Saved entries:
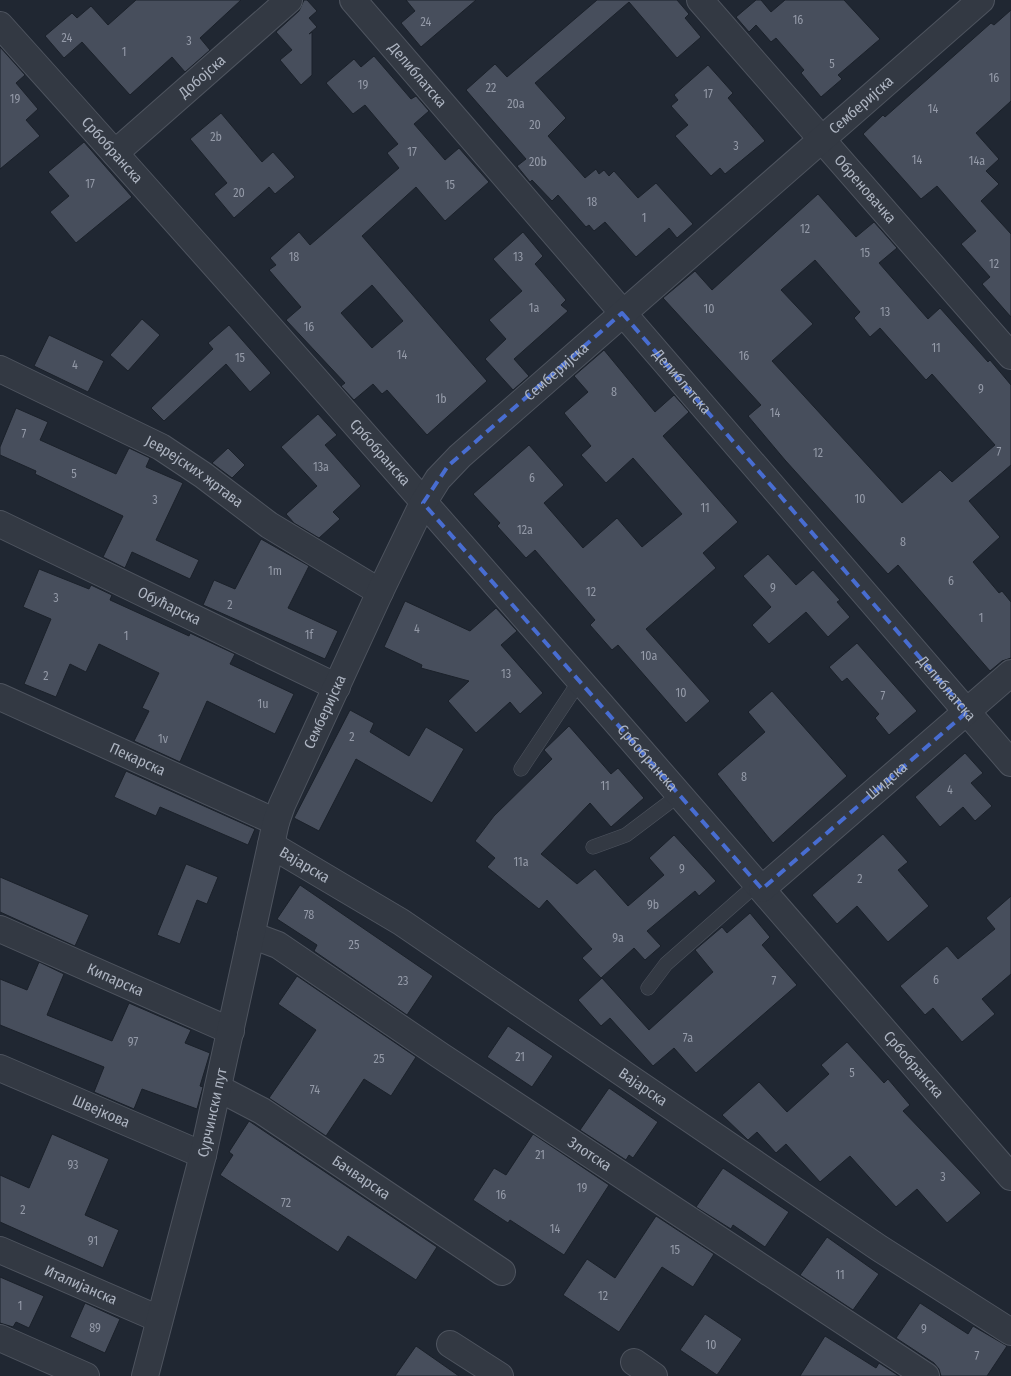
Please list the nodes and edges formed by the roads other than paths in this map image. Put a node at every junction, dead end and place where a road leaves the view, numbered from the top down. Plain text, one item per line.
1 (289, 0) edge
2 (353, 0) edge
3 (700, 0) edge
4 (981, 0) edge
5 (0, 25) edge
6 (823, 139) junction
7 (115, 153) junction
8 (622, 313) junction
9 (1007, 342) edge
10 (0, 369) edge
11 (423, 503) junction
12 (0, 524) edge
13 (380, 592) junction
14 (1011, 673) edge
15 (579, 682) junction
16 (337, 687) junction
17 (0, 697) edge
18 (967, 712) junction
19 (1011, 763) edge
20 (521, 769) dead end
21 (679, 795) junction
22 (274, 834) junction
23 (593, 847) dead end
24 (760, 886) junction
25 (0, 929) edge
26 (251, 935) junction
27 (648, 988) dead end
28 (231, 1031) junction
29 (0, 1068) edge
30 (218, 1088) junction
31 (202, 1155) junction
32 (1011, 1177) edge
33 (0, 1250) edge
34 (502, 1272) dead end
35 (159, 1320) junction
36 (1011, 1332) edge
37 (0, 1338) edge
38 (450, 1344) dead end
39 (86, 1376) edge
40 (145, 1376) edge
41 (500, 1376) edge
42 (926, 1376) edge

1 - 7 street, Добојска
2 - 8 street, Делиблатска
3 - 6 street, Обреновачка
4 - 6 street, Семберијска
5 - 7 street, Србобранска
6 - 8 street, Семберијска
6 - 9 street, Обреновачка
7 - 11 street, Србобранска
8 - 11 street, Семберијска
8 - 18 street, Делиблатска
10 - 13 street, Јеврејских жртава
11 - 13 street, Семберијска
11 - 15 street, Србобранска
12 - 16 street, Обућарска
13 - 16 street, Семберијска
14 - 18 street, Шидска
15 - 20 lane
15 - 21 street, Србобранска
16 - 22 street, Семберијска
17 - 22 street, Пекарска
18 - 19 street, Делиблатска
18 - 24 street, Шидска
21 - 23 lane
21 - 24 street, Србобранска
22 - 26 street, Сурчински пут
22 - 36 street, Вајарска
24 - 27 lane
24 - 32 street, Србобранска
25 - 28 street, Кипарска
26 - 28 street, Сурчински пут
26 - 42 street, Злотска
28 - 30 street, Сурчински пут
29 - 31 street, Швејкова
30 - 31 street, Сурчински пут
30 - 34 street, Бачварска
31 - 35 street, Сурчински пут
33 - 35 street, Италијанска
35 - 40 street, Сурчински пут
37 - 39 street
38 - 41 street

:: WHAT THE TASK ASKS ::
Pull out every line in the data above that has the word "Делиблатска".

:: EXERCISE SOLUTION ::
2 - 8 street, Делиблатска
8 - 18 street, Делиблатска
18 - 19 street, Делиблатска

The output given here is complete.